§ TASK OBJECTIVE: What is needed is an exact copy of the lines in the listing below, from the one with "pinky mcp: (331, 172)" up to and including the one with "thumb ip: (307, 183)", with no other lines.

§ THE RECORDS:

>>>>

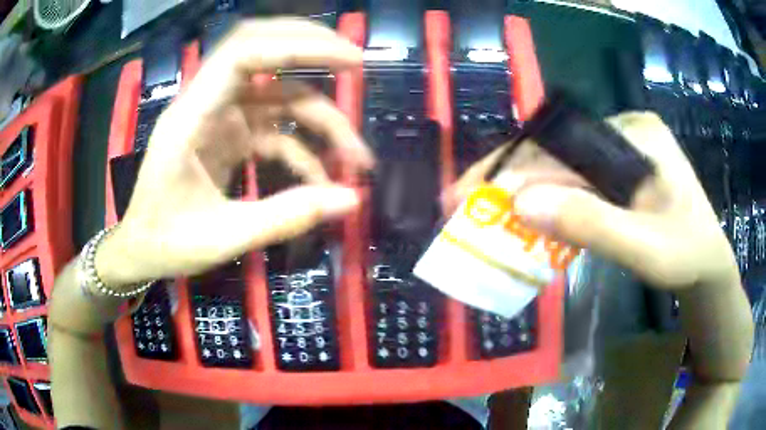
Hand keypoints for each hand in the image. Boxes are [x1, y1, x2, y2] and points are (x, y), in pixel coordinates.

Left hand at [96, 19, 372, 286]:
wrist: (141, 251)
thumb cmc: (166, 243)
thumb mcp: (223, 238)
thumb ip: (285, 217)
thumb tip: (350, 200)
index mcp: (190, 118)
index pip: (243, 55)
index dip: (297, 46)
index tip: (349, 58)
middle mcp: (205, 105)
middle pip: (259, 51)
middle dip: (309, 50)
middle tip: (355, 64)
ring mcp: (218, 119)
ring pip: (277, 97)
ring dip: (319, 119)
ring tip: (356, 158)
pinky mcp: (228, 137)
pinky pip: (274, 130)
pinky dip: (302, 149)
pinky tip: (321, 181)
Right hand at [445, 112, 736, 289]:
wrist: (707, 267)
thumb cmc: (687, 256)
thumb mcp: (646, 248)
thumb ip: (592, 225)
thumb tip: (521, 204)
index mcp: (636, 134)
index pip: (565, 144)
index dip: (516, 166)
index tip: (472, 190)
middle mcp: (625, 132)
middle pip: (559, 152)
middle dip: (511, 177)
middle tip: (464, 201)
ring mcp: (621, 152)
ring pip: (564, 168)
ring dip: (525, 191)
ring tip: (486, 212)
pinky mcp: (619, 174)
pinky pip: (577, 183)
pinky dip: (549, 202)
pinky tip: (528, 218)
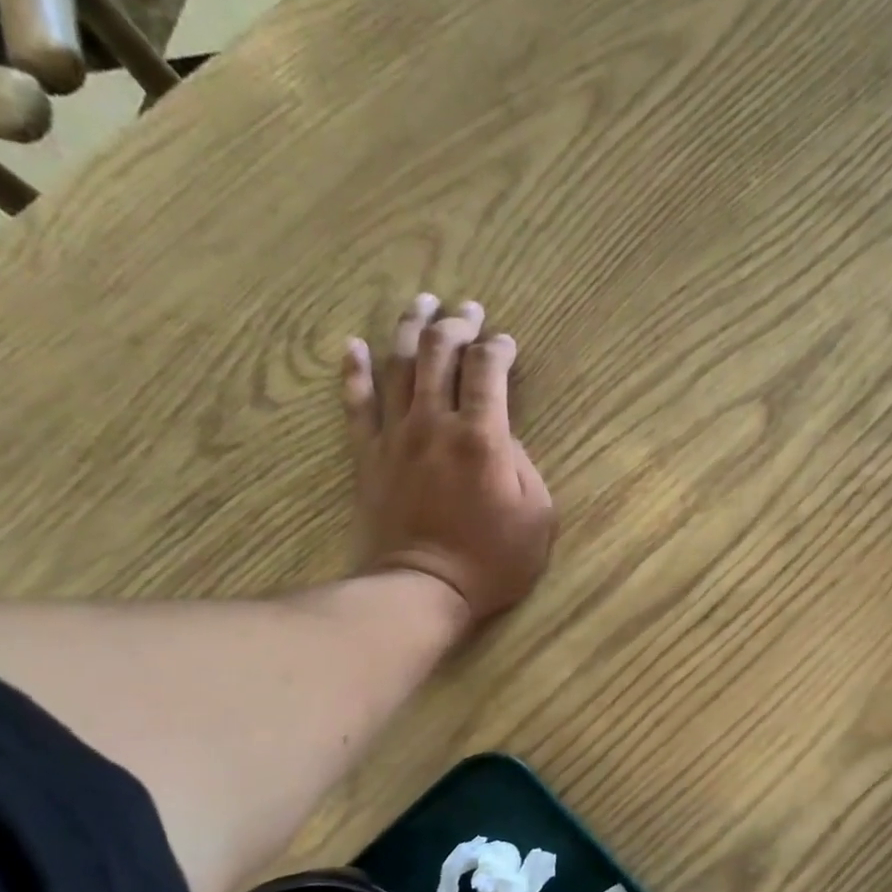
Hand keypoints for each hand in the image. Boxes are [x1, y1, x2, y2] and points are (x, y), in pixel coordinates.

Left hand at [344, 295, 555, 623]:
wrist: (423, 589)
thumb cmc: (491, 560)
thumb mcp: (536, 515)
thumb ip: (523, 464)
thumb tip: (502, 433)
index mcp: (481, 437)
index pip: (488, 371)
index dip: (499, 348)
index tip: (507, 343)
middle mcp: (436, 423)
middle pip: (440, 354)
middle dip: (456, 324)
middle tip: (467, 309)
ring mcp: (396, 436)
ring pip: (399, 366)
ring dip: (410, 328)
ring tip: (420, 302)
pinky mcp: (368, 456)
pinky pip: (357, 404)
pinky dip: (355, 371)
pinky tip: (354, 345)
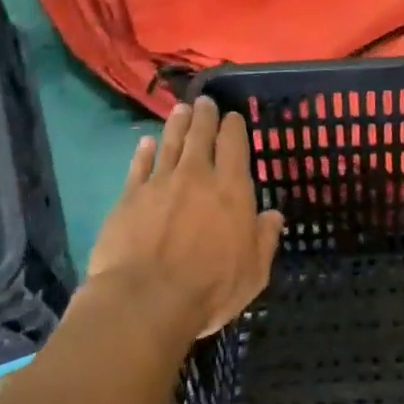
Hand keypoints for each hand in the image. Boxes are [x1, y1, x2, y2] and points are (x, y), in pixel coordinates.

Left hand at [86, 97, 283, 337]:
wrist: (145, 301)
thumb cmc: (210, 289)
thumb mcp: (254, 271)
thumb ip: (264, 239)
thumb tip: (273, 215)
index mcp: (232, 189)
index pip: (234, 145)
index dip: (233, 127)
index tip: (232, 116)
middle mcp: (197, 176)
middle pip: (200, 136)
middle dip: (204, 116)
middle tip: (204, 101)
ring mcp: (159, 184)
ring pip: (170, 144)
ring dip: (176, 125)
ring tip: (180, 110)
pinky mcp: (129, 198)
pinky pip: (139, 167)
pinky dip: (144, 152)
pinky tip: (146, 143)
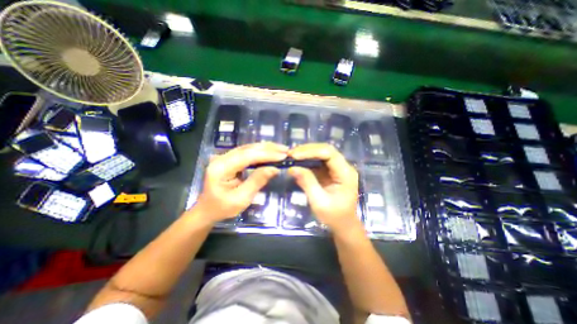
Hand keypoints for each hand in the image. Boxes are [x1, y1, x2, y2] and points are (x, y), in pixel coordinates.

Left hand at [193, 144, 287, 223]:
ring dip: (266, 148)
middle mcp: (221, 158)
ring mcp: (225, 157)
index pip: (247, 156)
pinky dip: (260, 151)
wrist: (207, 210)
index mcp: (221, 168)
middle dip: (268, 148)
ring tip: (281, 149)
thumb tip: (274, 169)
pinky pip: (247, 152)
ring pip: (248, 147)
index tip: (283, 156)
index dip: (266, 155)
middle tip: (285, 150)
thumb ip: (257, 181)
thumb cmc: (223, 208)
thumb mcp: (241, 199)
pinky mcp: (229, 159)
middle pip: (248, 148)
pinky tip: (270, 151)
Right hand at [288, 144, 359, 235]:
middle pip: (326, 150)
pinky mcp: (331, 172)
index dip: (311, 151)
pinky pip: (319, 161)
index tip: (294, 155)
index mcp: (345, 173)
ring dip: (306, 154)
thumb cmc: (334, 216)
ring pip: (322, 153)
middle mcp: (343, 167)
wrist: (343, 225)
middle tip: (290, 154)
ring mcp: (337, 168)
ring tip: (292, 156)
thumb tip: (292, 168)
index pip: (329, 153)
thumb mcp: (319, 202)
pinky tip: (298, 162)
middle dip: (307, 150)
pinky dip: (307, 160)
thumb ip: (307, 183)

<<<<
>>>>

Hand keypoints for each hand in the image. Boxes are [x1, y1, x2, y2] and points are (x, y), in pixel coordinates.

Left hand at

<<<<
>>>>

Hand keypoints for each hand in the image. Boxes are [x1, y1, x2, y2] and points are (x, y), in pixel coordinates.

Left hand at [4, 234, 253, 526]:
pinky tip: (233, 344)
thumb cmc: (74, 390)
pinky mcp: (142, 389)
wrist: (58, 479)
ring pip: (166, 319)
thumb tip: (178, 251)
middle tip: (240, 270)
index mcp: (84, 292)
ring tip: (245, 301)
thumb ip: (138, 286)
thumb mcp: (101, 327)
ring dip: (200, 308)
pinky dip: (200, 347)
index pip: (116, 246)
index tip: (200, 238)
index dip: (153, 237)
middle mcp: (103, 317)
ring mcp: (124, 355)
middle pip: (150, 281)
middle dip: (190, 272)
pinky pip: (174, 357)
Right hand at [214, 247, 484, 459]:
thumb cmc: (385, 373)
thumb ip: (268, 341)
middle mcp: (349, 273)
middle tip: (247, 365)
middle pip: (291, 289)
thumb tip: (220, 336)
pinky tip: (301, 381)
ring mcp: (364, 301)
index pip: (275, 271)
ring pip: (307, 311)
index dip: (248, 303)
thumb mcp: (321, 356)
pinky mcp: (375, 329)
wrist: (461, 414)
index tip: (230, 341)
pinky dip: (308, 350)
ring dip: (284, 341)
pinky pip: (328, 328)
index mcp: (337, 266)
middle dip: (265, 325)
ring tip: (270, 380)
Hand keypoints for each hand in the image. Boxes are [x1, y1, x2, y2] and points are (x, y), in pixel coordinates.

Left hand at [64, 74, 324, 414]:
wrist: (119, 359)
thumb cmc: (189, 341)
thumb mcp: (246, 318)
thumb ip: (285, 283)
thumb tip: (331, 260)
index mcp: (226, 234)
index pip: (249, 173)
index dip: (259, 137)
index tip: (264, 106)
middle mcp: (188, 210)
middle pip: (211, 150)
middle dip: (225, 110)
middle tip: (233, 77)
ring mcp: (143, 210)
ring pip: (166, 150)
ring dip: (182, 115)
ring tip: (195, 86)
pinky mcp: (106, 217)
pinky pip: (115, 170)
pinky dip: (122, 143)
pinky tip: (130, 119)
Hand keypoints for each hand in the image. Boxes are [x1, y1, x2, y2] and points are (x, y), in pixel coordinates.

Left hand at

<<<<

§ EXERCISE RESULT:
pinky mcp: (331, 172)
index dip: (311, 151)
pinky pip: (319, 161)
index tip: (294, 155)
index mcp: (345, 173)
ring dip: (306, 154)
thumb cmc: (334, 216)
ring pip: (322, 153)
middle mcp: (343, 167)
wrist: (343, 225)
middle tip: (290, 154)
ring mcp: (337, 168)
ring tip: (292, 156)
thumb tip: (292, 168)
index pip: (329, 153)
thumb mcp: (319, 202)
pinky tip: (298, 162)
middle dip: (307, 150)
pinky dip: (307, 160)
thumb ip: (307, 183)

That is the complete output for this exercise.